Abstract

Seismic anisotropy in the East Japan arc has been extensively investigated by conducting shear-wave splitting measurements, receiver-function analyses, and tomographic inversions of body-wave travel times and surface-wave dispersion data, which have provided a wealth of information on dynamic processes associated with active subduction of the Pacific plate. Measuring shear-wave splitting is popular and effective to detect seismic anisotropy, but it has poor depth resolution. This problem has been overcome by conducting 3-D anisotropic tomography, which has high-resolution in both lateral and vertical directions. Both P and S wave anisotropies are revealed in the crust, which are caused by alignment or preferred orientation of crustal minerals and stress-induced microcracks related to active faults. Trench-normal fast-velocity directions (FVDs) of azimuthal anisotropy are revealed in the back-arc mantle wedge, reflecting subduction-driven convection there. Trench-parallel FVDs appear in the forearc mantle wedge under the land area, which may reflect deformation that results in B-type olivine fabric. The forearc mantle wedge offshore may lack anisotropy, suggesting that it is stagnant and decoupled from the subducting slab and does not participate in the viscous flow, in sharp contrast with the rest of the mantle wedge.

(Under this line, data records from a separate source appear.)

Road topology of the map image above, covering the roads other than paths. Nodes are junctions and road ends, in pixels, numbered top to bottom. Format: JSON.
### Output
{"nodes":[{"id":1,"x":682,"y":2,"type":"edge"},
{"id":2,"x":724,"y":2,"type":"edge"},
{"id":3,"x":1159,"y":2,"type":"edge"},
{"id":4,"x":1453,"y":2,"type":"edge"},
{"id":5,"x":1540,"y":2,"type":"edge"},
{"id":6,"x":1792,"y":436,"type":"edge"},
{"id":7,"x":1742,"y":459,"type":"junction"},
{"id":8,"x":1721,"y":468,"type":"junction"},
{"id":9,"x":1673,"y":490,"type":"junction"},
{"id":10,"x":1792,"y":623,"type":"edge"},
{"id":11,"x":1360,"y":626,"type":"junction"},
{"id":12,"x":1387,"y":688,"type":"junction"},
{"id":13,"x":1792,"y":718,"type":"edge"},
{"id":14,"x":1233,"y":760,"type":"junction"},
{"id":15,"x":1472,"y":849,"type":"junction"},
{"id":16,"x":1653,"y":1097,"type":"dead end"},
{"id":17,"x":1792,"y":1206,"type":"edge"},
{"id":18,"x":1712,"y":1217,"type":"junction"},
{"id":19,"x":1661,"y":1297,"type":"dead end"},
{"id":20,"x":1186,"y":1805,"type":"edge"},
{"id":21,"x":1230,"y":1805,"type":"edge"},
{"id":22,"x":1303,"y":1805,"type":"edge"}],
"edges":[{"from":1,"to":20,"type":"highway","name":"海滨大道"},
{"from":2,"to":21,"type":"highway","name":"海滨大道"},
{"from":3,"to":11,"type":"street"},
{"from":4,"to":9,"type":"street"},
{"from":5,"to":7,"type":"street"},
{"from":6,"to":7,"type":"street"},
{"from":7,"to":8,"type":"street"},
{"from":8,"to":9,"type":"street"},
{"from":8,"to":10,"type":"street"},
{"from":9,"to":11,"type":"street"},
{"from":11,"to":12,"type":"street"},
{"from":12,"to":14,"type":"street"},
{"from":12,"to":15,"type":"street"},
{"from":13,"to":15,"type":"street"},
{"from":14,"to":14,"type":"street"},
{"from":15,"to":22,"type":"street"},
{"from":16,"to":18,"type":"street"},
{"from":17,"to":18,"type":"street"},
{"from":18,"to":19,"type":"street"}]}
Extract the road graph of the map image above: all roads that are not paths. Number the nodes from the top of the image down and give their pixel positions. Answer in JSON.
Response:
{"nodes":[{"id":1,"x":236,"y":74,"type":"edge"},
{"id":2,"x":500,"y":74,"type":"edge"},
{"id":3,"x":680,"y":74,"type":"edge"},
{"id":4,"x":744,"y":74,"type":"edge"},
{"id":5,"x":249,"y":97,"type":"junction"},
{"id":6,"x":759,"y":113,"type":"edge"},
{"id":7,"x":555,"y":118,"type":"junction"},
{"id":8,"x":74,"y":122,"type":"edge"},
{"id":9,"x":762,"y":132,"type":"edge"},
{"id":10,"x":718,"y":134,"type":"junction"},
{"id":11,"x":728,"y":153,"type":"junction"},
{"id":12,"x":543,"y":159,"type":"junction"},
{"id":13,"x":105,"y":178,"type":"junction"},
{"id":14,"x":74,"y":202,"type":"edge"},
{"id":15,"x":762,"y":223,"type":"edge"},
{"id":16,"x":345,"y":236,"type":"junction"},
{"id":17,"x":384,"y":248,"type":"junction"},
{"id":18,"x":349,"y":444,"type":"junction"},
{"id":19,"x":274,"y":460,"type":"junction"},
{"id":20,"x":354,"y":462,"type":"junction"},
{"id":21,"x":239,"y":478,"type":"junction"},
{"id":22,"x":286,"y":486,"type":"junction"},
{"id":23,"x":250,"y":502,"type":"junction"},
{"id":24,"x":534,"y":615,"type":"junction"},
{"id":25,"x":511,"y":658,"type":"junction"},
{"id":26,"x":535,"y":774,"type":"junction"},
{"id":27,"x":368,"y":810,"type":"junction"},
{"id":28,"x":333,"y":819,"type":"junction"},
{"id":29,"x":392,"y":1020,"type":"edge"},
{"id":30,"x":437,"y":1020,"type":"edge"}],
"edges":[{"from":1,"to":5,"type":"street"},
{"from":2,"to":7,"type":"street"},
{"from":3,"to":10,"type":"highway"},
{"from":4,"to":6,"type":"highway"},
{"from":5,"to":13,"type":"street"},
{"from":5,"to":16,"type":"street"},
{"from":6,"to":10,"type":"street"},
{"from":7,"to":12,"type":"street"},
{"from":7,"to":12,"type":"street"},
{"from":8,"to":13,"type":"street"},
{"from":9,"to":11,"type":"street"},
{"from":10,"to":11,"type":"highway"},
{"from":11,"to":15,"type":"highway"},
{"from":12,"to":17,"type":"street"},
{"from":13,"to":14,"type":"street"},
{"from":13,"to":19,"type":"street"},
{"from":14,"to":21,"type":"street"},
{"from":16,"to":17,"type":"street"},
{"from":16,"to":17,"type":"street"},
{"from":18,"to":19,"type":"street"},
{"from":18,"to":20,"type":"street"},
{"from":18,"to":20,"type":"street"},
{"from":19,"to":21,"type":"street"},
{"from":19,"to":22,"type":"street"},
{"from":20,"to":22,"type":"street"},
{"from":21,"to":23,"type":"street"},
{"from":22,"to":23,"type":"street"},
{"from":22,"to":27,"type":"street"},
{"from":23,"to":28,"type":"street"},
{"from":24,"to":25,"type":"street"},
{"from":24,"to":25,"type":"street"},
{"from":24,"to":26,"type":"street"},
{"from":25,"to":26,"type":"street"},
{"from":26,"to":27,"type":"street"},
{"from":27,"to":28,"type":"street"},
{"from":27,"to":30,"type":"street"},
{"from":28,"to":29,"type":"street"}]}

The most significant findings of the body-wave anisotropic tomography are its constraints on the slab anisotropy. The subducting Pacific slab exhibits mainly trench-parallel FVDs, which reflect shape-preferred orientation of crystals and cracks related to normal faults produced in the outer-rise area before the plate subduction, overprinting the fossil anisotropy that the Pacific plate gained when it was produced at the mid-ocean ridge. Trench-parallel intraslab fast velocity planes of anisotropy intersect the slab upper surface at high angles (∼45–90°), reflecting aligned hydrated faults in the slab. Ruptures of the hydrated faults in the upper part of the slab may cause large intraslab earthquakes (M ≥7.0) that take place frequently beneath the forearc area. Trench-normal FVDs also appear in the subslab mantle, which may reflect asthenospheric shear deformation associated with the overlying slab subduction.